After 2004, Al Qaida’s WMD trail went cold

Has al Qaeda taken advantage of the easy availability of nuclear, chemical and biological materials and components in the years after its Sept. 11, 2001 terrorist attacks on America? None of the undercover agencies dedicated to fighting Osama bin Laden's jihadists or the thousands of academics researching his organization has come up with answers to this enigma or any clue that Al Qaida has attempted – or is planning – a radioactive bomb attack on a major American or any other city center.
DEBKA-Net-Weekly's terror experts beg to doubt that President Barack Obama had any new information to offer when he correctly assessed to the Nuclear Security Conference he convened in Washington this week that: "Terrorist networks such as Al Qaida have tried to acquire the material for a nuclear weapon, and if they ever succeed, they would surely use it. Were they do to so, it would be a catastrophe for the world."
John Brennan, President Obama's Counterterrorism and Homeland Security Adviser, said this week that Al Qaida had been "scammed" in its efforts to obtain the material for building a nuclear device.
"There have been numerous reports over the years, over the past eight or nine years, about attempts throughout the world to obtain various types of purported material that is nuclear related," he said. "We know that Al Qaida has been involved in a number of these efforts to acquire it. Fortunately, I think they've been scammed a number of times, but we know that they continued to pursue that."
This comment is less conspicuous for exhibiting the administration's knowledge than its ignorance. That Al Qaida has been "scammed" is well-known, just as it is known that Iranian agents looking for nuclear materials were "scammed." But it is also obvious that a party may be scammed or conned once, but not all the time if it perseveres in its quest.

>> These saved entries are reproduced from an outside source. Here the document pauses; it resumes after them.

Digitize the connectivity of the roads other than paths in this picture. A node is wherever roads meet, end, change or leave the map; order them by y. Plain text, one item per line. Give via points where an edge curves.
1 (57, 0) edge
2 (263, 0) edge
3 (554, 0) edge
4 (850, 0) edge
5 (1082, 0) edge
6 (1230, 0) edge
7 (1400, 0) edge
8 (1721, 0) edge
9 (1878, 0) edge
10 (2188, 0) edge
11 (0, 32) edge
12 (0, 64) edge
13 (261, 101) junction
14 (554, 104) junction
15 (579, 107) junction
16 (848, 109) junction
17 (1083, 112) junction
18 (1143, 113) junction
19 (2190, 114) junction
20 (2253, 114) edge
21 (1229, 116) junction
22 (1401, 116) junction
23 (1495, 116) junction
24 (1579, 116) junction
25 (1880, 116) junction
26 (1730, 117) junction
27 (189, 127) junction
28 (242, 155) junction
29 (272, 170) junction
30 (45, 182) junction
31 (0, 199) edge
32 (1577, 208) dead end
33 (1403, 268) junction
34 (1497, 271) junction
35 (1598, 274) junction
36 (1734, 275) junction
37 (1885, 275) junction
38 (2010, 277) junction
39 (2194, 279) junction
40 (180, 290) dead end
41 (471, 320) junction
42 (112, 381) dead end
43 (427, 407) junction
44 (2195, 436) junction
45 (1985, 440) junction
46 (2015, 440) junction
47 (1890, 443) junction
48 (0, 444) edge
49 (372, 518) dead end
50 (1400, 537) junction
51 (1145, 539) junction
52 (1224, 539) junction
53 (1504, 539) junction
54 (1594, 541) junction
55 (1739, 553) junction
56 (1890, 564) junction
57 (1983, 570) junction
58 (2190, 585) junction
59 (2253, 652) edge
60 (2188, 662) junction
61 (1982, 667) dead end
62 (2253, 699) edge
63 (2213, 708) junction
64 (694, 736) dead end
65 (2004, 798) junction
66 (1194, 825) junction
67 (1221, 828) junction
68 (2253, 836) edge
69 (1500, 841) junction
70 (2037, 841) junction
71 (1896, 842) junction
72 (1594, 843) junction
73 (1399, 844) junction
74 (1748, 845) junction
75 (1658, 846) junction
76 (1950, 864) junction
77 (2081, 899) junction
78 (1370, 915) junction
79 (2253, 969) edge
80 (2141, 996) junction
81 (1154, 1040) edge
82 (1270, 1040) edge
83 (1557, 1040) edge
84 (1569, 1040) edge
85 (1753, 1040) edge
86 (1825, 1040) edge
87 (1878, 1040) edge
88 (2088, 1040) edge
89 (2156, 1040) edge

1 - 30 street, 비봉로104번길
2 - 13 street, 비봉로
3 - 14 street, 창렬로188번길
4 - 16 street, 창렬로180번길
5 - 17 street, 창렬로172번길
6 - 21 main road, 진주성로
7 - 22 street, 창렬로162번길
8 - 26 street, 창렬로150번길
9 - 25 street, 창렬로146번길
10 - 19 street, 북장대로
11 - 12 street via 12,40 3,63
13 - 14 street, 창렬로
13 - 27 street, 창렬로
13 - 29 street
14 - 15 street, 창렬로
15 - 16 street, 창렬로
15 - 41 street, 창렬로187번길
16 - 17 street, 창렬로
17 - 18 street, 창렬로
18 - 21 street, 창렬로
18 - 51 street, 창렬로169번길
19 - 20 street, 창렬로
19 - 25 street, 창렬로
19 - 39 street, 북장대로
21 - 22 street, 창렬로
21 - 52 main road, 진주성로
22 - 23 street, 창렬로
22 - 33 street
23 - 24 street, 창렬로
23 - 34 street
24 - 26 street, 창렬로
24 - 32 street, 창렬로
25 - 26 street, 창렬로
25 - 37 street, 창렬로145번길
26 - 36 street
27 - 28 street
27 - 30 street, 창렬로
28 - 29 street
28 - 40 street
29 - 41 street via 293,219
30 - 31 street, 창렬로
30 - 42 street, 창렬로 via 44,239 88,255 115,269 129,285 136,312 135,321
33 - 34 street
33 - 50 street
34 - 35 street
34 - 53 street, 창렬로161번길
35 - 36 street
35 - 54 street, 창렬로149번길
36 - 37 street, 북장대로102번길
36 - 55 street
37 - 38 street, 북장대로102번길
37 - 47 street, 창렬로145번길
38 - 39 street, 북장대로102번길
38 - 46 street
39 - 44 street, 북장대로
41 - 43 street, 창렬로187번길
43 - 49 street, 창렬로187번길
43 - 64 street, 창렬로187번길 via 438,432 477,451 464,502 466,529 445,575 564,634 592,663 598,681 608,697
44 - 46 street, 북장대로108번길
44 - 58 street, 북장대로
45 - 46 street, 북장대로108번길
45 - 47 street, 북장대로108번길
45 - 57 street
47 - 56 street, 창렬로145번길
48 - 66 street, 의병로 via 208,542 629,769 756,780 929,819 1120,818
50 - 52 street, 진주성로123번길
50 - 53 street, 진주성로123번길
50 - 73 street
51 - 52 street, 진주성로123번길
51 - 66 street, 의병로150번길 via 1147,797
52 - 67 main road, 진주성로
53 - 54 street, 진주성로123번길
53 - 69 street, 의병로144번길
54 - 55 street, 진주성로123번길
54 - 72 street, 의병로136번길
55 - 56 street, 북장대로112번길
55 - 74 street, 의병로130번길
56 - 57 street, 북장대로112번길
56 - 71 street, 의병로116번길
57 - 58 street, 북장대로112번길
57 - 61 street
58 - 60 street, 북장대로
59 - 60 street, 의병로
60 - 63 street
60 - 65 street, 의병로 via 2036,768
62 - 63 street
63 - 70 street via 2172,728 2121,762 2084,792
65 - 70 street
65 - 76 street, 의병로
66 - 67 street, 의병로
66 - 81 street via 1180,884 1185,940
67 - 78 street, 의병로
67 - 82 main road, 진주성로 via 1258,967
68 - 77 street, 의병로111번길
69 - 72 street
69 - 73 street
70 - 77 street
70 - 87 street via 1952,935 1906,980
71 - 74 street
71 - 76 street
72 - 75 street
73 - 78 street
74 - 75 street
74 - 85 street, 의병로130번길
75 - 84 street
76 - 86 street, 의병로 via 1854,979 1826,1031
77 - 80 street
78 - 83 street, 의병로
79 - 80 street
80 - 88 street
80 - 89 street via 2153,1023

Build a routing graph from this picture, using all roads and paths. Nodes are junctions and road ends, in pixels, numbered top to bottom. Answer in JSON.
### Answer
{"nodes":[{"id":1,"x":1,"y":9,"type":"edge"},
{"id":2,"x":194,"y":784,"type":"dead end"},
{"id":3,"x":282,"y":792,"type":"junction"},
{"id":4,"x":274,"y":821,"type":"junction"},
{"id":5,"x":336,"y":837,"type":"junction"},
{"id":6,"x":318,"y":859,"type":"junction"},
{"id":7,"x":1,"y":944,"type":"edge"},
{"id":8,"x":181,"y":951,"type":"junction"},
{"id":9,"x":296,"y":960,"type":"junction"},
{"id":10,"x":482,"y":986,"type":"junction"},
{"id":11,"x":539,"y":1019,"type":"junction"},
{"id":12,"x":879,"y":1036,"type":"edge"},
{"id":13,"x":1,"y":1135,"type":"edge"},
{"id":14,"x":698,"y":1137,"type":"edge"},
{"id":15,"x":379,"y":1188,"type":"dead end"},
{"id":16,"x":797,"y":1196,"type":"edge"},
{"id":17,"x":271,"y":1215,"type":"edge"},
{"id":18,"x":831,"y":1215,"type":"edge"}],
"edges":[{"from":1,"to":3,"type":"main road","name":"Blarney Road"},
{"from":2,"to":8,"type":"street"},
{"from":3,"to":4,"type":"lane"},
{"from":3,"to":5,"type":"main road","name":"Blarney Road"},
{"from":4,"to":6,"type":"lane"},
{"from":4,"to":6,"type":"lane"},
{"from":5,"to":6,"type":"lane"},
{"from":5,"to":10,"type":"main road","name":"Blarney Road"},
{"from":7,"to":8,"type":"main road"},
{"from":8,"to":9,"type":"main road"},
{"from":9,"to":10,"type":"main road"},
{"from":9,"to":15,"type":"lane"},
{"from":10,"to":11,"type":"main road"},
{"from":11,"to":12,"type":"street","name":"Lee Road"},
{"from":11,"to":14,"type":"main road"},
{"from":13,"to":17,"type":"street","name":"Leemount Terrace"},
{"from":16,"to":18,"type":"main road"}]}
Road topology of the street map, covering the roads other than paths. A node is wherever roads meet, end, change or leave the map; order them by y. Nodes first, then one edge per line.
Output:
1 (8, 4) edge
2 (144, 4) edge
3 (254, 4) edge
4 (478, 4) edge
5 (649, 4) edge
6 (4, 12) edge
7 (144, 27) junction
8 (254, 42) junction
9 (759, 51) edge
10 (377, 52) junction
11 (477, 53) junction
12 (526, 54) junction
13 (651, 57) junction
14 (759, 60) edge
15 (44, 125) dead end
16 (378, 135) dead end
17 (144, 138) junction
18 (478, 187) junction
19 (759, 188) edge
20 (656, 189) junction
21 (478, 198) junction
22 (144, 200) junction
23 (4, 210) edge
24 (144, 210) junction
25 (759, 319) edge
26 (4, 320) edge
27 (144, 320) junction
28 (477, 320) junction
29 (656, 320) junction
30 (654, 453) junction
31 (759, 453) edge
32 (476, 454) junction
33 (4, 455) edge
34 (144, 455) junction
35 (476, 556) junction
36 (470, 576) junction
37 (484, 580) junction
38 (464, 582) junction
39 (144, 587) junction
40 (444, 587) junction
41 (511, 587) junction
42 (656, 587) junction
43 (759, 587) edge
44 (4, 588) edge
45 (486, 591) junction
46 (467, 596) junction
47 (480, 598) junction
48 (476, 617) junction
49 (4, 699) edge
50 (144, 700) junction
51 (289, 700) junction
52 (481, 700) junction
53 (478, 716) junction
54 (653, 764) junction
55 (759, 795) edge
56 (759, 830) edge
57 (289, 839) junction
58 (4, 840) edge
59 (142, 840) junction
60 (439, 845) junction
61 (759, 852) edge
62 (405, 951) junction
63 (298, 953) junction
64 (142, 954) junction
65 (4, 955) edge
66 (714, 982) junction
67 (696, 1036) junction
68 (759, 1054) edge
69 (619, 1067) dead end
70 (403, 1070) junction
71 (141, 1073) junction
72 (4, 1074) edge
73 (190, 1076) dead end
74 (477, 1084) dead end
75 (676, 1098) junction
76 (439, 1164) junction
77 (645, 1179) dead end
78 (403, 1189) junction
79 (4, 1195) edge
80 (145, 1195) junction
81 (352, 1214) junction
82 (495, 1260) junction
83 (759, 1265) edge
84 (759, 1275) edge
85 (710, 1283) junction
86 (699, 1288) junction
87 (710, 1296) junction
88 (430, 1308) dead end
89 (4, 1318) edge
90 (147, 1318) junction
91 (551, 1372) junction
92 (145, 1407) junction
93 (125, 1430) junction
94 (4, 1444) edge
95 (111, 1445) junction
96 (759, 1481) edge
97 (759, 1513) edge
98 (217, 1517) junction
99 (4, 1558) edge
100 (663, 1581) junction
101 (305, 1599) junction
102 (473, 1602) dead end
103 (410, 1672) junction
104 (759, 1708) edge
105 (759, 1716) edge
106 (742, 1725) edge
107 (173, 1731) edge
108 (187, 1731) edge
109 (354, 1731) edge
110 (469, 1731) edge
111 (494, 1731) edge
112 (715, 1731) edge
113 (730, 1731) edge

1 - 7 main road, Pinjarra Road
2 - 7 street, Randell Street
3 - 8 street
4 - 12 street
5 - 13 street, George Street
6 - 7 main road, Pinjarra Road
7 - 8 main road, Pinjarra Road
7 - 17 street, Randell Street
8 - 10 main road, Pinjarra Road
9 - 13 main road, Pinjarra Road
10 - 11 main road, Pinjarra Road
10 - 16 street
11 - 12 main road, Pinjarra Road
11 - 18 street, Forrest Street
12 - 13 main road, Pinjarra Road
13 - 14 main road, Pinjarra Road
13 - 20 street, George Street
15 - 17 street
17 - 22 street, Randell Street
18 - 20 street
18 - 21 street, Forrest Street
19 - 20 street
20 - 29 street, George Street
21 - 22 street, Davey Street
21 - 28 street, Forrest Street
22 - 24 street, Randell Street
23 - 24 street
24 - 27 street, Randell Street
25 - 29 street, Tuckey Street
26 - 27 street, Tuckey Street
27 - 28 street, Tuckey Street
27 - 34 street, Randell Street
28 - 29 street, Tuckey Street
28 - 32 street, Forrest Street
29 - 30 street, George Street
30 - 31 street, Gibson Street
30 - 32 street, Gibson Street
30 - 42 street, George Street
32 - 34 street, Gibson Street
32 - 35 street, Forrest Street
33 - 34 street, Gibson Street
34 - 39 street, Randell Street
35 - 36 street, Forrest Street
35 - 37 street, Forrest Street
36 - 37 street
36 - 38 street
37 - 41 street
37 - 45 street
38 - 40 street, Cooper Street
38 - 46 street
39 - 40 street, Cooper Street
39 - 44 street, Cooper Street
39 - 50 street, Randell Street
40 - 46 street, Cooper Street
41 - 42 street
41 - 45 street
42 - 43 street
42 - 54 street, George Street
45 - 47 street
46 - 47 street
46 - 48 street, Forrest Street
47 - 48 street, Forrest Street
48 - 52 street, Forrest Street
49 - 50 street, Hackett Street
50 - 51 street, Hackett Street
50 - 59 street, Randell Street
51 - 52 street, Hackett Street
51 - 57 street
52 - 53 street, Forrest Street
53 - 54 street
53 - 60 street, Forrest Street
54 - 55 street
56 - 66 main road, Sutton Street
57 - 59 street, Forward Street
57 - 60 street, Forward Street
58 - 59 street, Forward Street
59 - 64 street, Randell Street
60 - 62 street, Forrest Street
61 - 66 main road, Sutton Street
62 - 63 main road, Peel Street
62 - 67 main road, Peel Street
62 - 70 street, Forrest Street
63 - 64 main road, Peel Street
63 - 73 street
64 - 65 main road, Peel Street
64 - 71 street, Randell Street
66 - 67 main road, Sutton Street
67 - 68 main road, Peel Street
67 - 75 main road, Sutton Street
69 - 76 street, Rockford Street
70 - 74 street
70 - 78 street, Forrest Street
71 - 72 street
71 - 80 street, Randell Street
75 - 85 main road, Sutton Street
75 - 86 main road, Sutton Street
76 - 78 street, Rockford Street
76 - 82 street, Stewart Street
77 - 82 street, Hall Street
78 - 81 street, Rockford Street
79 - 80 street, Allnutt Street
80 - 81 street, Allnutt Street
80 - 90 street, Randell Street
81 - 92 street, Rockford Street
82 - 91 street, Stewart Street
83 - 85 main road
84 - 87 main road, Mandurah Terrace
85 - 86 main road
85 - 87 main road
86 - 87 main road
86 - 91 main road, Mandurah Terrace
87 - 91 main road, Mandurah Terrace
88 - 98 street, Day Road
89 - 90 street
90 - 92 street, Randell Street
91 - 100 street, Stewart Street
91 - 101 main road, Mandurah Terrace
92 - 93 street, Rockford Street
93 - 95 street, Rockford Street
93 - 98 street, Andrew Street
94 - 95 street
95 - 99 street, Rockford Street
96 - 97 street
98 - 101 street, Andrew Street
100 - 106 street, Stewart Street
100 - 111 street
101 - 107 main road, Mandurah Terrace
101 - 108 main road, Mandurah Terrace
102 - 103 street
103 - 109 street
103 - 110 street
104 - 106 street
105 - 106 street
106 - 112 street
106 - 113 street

Intent, experimentation and efforts to acquire WMD on record

Rolf Mowatt-Larssen, a former CIA officer, ex-Director of Intelligence and Counterintelligence at the US Department of Energy and a serious expert on Al Qaida and WMD, drew up a report in January on al Qaeda's search for weapons of mass destruction and wrote: "Several terrorist groups have actively sought weapons of mass destruction of one kind or another. In particular, the Japanese cult group Aum Shinrikyo, Al Qaida and its associates – notably the Egyptian Islamic Jihad, Jemaah Islamiya and Lashkar al Tayyib – figure most prominently among the groups that have manifested some degree of intent, experimentation and programmatic efforts to acquire nuclear, biological and chemical weapons."
But he goes on to say that Al Qaida's WMD trail went cold after 2004. Why? Like all the other experts, he has no explanation.
DEBKA-Net-Weekly's counterterrorism and Al Qaida experts are of the opinion, which they held even before the 9/11 terror attacks in the United States, that Al Qaida will never carry out a mass terror attack unless these four conditions are met:

1. Certainty that the attack will succeed.
2. Guarantee of a safe getaway for those of its perpetrators who are not killed in the course of the operation.
This is par for the course in all the attacks orchestrated by bin Laden or his henchmen. So far the West has netted only the small fry involved in an attack – never the kingpins, who either died or escaped without betraying their identity
3. This ironclad rule also applies to the masterminds, whose identities and modus operandi remain a closed book up to the present. Even after major terror attacks in the United States, Spain, England and Turkey, none of al Qaeda's top brains has been captured and their identities and whereabouts remain elusive.
4. Adherence to the first three conditions calls for plenty of time for preparing a terrorist operation. Al Qaeda took the best part of a decade, from 2001, to plan and set up the hijacked plane attacks against the New York Trade Center, Washington and Pennsylvania. Its first attempt in 1993 was premature and failed and bin Laden spent the next eight years perfecting his plan.
A terror attack using nuclear, chemical or biological weapons on a major American city would certainly require extra-long preparation. It may or may not be in the works. So when the military and security chiefs paid to ward off this threat say they have sleepless nights, they know what they are talking about.